Insider Trading May 13, 2026 06:40 PM

Roku CEO Executes $9.7 Million Stock Sale via Pre-Arranged Trading Plan

Anthony Wood liquidates 75,000 Class A shares as Roku trades near annual highs following strong quarterly performance.

By Maya Rios ROKU

Anthony J. Wood, the Chairman and CEO of Roku, Inc. (NASDAQ: ROKU), completed a sale of 75,000 shares of Class A Common Stock on May 11, 2026. The transaction, which was managed through a 10b5-1 trading plan, resulted in total proceeds of approximately $9.66 million. This divestment occurred amid a period of significant stock price appreciation and positive analyst sentiment following the company's recent financial disclosures.

Roku CEO Executes $9.7 Million Stock Sale via Pre-Arranged Trading Plan
ROKU

Key Points

  • CEO Anthony Wood sold $9.7 million in Class A shares via a 10b5-1 plan.
  • Roku reported Q1 2026 results that beat revenue and EBITDA expectations.
  • Major analysts have raised price targets, with Evercore ISI targeting $160.

Anthony J. Wood, serving as both CEO and Chairman of the Board for Roku, Inc. (NASDAQ: ROKU), has completed a notable sale of company equity. On May 11, 2026, Wood disposed of 75,000 shares of the firm's Class A Common Stock. The transactions were executed at various price points, ranging from $127.61 to $131.22 per share, bringing the total value of the sale to $9,659,240.

The liquidation was conducted indirectly through the Wood 2017 Revocable Trust. According to regulatory filings, these sales were executed as part of a pre-arranged 10b5-1 trading plan. In the steps leading up to this sale, an equal number of Class B Common Stock shares held by the same trust were converted into Class A Common Stock. Under the company's restated certificate of incorporation, each share of Class B Common Stock is convertible into one share of Class A Common Stock at the option of the reporting person, and these holdings have no expiration date.

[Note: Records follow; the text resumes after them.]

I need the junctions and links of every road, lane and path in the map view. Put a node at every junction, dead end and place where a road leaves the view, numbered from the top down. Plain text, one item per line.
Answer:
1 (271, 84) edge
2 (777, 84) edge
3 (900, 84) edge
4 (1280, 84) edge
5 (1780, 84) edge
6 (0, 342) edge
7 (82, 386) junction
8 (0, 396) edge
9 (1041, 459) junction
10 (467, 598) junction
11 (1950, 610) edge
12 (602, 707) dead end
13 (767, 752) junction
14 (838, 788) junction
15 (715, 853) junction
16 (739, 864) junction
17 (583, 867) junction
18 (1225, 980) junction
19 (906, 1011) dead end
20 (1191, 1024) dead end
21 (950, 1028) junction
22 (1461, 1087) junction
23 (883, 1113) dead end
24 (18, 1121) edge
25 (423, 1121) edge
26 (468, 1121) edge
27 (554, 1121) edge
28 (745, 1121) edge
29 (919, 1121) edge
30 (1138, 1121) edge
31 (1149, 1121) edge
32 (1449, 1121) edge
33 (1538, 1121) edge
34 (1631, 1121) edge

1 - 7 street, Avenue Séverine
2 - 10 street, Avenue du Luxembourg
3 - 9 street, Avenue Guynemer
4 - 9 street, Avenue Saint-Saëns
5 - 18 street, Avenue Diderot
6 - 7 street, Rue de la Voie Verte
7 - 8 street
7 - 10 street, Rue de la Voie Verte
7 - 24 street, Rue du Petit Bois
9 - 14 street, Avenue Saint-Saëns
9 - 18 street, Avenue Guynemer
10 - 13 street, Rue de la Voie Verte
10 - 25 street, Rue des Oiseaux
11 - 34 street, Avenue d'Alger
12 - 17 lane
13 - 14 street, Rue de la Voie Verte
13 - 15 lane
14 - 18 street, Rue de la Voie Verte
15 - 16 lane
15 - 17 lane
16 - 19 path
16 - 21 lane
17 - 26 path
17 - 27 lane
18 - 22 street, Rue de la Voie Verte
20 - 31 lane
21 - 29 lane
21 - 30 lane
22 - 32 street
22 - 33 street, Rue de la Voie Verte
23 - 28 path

Following the completion of these transactions, the indirect holdings of Class A Common Stock held by Mr. Wood through the Wood 2017 Revocable Trust have been reduced to zero. However, it is noted that he maintains ownership of shares through direct holdings as well as other various trusts.


Market Context and Valuation

This insider activity takes place while Roku's stock is trading in the vicinity of its 52-week high of $131.39, representing a substantial 76% return over the previous year. Despite the sale, certain valuation metrics suggest continued interest in the equity. Analysis indicates that the stock may be undervalued relative to its Fair Value, supported by recent upward earnings revisions from seven different analysts. Furthermore, the company's PEG ratio stands at 0.33, which points toward an attractive valuation when measured against growth prospects.


Financial Performance and Analyst Outlook

The sale follows a period of robust financial output for Roku, Inc. The first quarter of 2026 results exceeded Wall Street expectations on several fronts. Specifically, revenue surpassed estimates by 4%, while EBITDA outperformed the consensus by 13%. Looking ahead, the company provided second-quarter EBITDA guidance that was 28% higher than market projections.

Wall Street analysts have responded to these metrics with updated price targets and positive ratings:

  • Evercore ISI: Maintained an Outperform rating and raised its price target to $160.
  • Piper Sandler: Increased its price target from $140 to $148, citing strong margin performance and revenue, while also reiterating an Overweight rating with optimism regarding political advertising gains.
  • Needham: Boosted its price target to $140, pointing toward Roku's expansive installed base of more than 100 million streaming households.

Key Points & Economic Impact

  • Executive Liquidity and Planning: The use of a 10b5-1 plan indicates that the sale was scheduled in advance, which is a standard mechanism for executives to manage liquidity without impacting immediate market perception. This impacts the individual wealth management sector and corporate governance monitoring.
  • Strong Operational Momentum: The company's ability to beat revenue and EBITDA expectations suggests strong performance within the digital streaming and advertising sectors. This momentum can influence broader consumer technology market trends.
  • Valuation Discrepancies: The tension between an executive selling shares at highs and analysts suggesting the stock is undervalued highlights the complexities of growth-oriented equity markets.

Risks and Uncertainties

  • Dependency on Advertising Cycles: While analysts are optimistic about political advertising, any shift in the advertising landscape could impact Roku's revenue streams and margin performance. This poses a risk to the digital media sector.
  • Growth Projections: The company's valuation is heavily tied to its growth prospects and ability to meet EBITDA guidance. Failure to sustain this growth would directly impact the stock's perceived value in the technology sector.

Risks

  • Potential volatility in political advertising revenue affecting margins.
  • Reliance on maintaining high growth to justify current valuation metrics like the PEG ratio.